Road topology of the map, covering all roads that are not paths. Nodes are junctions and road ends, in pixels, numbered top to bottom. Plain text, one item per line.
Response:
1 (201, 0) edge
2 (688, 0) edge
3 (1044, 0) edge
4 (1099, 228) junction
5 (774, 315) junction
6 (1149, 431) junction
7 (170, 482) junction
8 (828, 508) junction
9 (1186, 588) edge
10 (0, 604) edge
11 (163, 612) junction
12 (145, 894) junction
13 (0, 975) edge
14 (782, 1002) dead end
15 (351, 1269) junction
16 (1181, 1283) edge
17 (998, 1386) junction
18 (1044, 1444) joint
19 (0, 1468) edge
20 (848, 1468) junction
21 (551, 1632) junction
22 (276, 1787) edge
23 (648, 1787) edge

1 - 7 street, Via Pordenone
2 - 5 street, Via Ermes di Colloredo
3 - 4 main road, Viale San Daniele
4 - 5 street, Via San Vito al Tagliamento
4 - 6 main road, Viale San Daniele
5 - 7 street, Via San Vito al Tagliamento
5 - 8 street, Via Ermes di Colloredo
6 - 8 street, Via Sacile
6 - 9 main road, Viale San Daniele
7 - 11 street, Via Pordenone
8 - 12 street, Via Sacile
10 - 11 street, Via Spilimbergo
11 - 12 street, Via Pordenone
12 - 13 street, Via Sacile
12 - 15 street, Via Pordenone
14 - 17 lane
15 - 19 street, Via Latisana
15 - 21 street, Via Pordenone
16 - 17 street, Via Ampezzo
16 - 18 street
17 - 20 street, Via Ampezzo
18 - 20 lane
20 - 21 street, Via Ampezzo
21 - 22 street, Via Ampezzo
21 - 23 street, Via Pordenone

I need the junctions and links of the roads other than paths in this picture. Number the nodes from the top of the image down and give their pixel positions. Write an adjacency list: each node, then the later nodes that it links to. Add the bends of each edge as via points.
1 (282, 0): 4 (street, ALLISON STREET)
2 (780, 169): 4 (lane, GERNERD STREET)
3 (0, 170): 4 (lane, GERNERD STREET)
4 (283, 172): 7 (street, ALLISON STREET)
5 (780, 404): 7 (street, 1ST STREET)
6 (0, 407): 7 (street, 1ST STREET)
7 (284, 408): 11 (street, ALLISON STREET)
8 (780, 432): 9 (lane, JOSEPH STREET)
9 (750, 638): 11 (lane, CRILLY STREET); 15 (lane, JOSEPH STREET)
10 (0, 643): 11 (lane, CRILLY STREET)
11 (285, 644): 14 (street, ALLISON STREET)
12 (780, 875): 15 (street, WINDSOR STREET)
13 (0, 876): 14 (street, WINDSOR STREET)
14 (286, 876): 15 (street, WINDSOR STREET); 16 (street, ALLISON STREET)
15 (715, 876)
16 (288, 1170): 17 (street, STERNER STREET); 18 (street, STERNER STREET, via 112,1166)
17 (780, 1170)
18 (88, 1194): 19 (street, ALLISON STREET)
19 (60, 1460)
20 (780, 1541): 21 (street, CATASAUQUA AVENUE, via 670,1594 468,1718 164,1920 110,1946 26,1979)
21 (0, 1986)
☆ ☆ ☆ ☆ ☆
▸ Required work:
Retype the data exactly as it reads.

▸ Solution for this task:
Road topology of the map, covering all roads that are not paths. Nodes are junctions and road ends, in pixels, numbered top to bottom. Plain text, one item per line.
Response:
1 (201, 0) edge
2 (688, 0) edge
3 (1044, 0) edge
4 (1099, 228) junction
5 (774, 315) junction
6 (1149, 431) junction
7 (170, 482) junction
8 (828, 508) junction
9 (1186, 588) edge
10 (0, 604) edge
11 (163, 612) junction
12 (145, 894) junction
13 (0, 975) edge
14 (782, 1002) dead end
15 (351, 1269) junction
16 (1181, 1283) edge
17 (998, 1386) junction
18 (1044, 1444) joint
19 (0, 1468) edge
20 (848, 1468) junction
21 (551, 1632) junction
22 (276, 1787) edge
23 (648, 1787) edge

1 - 7 street, Via Pordenone
2 - 5 street, Via Ermes di Colloredo
3 - 4 main road, Viale San Daniele
4 - 5 street, Via San Vito al Tagliamento
4 - 6 main road, Viale San Daniele
5 - 7 street, Via San Vito al Tagliamento
5 - 8 street, Via Ermes di Colloredo
6 - 8 street, Via Sacile
6 - 9 main road, Viale San Daniele
7 - 11 street, Via Pordenone
8 - 12 street, Via Sacile
10 - 11 street, Via Spilimbergo
11 - 12 street, Via Pordenone
12 - 13 street, Via Sacile
12 - 15 street, Via Pordenone
14 - 17 lane
15 - 19 street, Via Latisana
15 - 21 street, Via Pordenone
16 - 17 street, Via Ampezzo
16 - 18 street
17 - 20 street, Via Ampezzo
18 - 20 lane
20 - 21 street, Via Ampezzo
21 - 22 street, Via Ampezzo
21 - 23 street, Via Pordenone

I need the junctions and links of the roads other than paths in this picture. Number the nodes from the top of the image down and give their pixel positions. Write an adjacency list: each node, then the later nodes that it links to. Add the bends of each edge as via points.
1 (282, 0): 4 (street, ALLISON STREET)
2 (780, 169): 4 (lane, GERNERD STREET)
3 (0, 170): 4 (lane, GERNERD STREET)
4 (283, 172): 7 (street, ALLISON STREET)
5 (780, 404): 7 (street, 1ST STREET)
6 (0, 407): 7 (street, 1ST STREET)
7 (284, 408): 11 (street, ALLISON STREET)
8 (780, 432): 9 (lane, JOSEPH STREET)
9 (750, 638): 11 (lane, CRILLY STREET); 15 (lane, JOSEPH STREET)
10 (0, 643): 11 (lane, CRILLY STREET)
11 (285, 644): 14 (street, ALLISON STREET)
12 (780, 875): 15 (street, WINDSOR STREET)
13 (0, 876): 14 (street, WINDSOR STREET)
14 (286, 876): 15 (street, WINDSOR STREET); 16 (street, ALLISON STREET)
15 (715, 876)
16 (288, 1170): 17 (street, STERNER STREET); 18 (street, STERNER STREET, via 112,1166)
17 (780, 1170)
18 (88, 1194): 19 (street, ALLISON STREET)
19 (60, 1460)
20 (780, 1541): 21 (street, CATASAUQUA AVENUE, via 670,1594 468,1718 164,1920 110,1946 26,1979)
21 (0, 1986)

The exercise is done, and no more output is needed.